(Dataset entries)
------------------------------------------------

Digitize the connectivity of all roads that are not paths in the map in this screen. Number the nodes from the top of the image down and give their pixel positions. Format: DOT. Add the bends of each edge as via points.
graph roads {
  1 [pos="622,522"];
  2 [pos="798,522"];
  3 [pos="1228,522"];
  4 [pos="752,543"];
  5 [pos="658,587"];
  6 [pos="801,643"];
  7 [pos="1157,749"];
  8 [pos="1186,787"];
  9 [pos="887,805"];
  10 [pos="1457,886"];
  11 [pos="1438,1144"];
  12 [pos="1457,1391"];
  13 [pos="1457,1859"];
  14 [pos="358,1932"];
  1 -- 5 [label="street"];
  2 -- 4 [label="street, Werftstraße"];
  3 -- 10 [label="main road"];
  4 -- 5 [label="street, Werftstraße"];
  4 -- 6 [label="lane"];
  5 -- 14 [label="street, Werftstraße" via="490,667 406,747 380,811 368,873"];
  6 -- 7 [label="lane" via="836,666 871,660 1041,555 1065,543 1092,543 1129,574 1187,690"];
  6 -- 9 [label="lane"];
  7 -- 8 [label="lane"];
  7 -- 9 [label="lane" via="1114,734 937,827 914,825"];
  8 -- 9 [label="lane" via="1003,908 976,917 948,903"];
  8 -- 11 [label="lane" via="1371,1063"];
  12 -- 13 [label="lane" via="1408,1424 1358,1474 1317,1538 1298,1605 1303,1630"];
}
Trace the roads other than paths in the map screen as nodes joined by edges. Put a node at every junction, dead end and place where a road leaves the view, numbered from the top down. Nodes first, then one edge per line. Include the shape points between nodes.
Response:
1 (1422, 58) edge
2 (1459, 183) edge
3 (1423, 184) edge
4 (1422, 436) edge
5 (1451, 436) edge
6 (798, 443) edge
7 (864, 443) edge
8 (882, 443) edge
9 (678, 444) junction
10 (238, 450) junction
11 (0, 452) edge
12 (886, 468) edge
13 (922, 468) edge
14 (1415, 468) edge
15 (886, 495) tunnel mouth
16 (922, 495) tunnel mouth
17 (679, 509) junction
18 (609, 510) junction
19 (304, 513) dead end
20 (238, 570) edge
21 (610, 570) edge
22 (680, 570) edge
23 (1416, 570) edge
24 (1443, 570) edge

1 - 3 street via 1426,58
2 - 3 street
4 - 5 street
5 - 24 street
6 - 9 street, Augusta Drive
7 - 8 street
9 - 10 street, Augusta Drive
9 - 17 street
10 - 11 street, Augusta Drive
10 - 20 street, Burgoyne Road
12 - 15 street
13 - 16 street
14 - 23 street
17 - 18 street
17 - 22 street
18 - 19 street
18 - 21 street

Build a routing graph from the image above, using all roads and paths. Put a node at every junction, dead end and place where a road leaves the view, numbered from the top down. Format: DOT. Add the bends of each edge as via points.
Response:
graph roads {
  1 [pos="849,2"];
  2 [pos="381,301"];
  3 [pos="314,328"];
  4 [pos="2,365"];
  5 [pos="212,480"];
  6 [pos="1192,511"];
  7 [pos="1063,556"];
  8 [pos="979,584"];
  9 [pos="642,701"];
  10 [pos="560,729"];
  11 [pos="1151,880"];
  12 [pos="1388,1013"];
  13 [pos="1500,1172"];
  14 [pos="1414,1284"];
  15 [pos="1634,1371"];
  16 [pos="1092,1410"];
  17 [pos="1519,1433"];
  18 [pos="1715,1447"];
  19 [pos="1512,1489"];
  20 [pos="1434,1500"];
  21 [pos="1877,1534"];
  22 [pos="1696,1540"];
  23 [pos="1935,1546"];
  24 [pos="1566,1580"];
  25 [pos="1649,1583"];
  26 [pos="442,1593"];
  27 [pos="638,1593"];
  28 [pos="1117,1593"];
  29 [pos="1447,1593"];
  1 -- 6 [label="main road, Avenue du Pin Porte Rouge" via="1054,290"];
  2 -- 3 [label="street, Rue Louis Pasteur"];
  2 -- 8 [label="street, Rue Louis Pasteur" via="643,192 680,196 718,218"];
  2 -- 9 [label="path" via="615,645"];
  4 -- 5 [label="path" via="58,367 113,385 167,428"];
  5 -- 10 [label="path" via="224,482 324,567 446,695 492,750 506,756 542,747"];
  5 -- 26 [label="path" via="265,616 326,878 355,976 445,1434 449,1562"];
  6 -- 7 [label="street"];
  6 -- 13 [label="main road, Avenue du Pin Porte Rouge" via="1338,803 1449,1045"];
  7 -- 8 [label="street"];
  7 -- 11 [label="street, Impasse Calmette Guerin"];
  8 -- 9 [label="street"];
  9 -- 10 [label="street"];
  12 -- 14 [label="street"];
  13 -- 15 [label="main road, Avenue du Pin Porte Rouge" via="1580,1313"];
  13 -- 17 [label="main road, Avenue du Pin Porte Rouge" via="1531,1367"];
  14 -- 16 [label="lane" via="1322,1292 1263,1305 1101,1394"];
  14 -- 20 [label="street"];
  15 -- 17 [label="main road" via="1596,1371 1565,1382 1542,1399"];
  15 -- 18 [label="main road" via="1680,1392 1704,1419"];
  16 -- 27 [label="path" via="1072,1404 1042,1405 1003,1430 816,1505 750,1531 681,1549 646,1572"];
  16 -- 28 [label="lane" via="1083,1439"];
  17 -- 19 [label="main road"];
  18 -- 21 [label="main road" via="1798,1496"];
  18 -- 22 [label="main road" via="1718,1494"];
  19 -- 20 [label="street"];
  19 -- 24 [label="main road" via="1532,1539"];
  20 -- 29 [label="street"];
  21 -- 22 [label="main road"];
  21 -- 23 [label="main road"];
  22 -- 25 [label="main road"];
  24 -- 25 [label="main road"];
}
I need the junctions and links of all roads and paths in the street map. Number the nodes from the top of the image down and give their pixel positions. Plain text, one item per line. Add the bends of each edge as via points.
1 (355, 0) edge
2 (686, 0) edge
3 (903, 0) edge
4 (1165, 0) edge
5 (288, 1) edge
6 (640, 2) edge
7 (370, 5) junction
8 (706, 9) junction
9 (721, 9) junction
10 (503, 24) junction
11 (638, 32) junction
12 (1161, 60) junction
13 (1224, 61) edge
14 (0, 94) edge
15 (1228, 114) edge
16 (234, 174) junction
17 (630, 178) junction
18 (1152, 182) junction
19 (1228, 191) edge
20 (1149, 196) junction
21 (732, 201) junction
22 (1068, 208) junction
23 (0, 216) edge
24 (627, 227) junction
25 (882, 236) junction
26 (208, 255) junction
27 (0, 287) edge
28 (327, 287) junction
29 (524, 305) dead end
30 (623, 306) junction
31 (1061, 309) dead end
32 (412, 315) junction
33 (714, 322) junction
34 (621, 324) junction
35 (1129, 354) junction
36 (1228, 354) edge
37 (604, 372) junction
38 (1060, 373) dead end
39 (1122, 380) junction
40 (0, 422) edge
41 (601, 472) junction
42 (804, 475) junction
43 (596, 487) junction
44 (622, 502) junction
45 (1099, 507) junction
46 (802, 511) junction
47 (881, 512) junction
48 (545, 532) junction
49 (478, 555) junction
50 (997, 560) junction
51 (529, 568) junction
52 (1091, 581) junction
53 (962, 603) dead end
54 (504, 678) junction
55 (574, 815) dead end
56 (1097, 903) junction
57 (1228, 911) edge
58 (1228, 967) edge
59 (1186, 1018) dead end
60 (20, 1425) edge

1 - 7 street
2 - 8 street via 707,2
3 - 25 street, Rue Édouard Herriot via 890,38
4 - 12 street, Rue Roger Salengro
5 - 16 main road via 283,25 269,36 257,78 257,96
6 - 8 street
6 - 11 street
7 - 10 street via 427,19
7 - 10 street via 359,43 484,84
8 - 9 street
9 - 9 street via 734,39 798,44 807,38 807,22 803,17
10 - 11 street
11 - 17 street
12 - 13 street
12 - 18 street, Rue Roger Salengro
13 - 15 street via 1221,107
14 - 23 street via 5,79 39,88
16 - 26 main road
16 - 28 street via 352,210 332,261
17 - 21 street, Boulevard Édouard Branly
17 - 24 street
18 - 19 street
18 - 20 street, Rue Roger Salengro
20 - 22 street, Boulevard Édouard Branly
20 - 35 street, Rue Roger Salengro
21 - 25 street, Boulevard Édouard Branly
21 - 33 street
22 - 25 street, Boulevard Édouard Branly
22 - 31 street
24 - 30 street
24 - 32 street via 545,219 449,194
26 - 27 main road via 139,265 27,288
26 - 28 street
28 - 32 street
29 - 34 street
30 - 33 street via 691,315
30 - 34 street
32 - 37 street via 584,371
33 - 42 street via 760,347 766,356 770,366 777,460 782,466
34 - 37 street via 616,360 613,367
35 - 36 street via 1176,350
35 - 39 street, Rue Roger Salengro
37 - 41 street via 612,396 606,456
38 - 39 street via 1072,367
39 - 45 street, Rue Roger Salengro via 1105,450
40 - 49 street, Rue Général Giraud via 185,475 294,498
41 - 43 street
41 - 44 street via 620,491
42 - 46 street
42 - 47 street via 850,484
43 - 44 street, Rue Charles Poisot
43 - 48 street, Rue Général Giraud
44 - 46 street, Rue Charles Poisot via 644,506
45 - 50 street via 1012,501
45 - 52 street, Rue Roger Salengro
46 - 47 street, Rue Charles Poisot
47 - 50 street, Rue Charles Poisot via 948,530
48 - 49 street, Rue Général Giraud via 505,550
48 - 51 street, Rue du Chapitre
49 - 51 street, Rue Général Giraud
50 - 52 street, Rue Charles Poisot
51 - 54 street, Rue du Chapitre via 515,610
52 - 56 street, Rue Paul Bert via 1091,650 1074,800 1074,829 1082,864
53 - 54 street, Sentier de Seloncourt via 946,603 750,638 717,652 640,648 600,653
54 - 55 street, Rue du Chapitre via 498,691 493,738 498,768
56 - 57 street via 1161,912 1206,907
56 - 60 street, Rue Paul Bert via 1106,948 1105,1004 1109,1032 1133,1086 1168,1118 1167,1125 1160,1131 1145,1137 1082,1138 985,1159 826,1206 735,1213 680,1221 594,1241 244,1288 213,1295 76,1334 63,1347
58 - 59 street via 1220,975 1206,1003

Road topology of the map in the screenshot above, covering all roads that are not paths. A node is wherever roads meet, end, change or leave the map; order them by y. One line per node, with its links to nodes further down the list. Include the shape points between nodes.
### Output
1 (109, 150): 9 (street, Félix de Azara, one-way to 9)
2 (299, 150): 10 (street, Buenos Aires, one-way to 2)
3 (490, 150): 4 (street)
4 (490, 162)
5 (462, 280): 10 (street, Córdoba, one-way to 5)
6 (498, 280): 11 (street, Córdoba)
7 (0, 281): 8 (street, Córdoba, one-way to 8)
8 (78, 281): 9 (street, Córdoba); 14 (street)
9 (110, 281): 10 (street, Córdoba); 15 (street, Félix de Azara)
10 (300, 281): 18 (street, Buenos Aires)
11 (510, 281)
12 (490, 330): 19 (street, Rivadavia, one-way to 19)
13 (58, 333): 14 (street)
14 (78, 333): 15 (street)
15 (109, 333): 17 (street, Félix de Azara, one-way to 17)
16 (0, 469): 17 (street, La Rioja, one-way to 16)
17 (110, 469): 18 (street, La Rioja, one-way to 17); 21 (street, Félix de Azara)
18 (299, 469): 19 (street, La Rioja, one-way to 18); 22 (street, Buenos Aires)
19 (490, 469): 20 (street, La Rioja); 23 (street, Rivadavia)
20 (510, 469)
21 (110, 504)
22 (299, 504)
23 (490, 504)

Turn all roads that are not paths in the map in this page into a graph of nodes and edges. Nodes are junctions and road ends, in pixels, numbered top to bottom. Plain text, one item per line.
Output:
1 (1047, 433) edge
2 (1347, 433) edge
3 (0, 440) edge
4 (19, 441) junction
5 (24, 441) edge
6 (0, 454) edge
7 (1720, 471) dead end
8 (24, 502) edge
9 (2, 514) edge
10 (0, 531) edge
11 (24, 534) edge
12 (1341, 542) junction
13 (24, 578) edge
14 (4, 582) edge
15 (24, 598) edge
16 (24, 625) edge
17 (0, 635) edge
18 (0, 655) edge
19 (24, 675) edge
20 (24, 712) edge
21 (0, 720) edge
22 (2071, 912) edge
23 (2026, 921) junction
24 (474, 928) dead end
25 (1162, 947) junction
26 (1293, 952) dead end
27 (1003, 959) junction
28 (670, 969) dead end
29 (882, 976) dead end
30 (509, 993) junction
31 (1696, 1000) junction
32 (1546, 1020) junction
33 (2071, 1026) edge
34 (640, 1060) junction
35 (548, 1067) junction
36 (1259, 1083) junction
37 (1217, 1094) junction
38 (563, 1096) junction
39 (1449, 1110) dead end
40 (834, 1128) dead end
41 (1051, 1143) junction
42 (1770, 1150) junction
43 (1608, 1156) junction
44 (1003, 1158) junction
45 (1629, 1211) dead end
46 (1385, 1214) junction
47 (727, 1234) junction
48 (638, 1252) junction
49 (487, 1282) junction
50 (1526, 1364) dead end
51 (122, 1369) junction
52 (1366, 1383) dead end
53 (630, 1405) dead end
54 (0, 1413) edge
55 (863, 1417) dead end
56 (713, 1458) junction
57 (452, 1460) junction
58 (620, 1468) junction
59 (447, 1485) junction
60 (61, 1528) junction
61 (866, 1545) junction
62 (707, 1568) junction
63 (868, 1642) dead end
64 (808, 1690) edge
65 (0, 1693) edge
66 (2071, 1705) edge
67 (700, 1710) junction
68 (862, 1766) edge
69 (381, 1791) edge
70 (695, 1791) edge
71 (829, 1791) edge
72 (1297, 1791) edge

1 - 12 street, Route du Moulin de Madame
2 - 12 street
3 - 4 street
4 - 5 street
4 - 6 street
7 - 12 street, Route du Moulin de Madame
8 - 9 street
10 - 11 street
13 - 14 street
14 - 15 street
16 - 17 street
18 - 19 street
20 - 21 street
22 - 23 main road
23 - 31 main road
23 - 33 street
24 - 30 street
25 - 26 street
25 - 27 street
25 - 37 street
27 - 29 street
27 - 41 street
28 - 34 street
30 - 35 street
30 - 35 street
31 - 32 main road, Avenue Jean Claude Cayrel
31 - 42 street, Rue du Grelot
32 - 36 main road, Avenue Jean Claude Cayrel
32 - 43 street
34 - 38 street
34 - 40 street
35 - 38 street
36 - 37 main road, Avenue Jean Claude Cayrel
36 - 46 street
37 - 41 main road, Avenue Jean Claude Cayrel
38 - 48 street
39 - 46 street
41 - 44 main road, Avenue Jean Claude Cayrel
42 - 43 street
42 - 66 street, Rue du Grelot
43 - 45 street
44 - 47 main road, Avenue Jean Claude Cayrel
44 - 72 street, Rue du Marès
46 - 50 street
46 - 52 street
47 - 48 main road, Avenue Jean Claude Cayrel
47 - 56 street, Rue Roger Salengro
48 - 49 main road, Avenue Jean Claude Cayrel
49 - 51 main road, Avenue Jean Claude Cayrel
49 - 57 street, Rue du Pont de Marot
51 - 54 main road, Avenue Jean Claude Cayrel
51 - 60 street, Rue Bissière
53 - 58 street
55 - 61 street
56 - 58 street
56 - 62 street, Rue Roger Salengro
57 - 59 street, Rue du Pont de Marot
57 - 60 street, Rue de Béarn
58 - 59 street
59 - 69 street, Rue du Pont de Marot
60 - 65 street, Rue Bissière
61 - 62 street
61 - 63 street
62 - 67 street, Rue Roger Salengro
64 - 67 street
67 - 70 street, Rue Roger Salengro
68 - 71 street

------------------------------------------------

> [WORK INSTRUCTION] Copy out the lines above that hold the string "item".

> [YOUR SOLUTION]
I need the junctions and links of all roads and paths in the street map. Number the nodes from the top of the image down and give their pixel positions. Plain text, one item per line. Add the bends of each edge as via points.
Turn all roads that are not paths in the map in this page into a graph of nodes and edges. Nodes are junctions and road ends, in pixels, numbered top to bottom. Plain text, one item per line.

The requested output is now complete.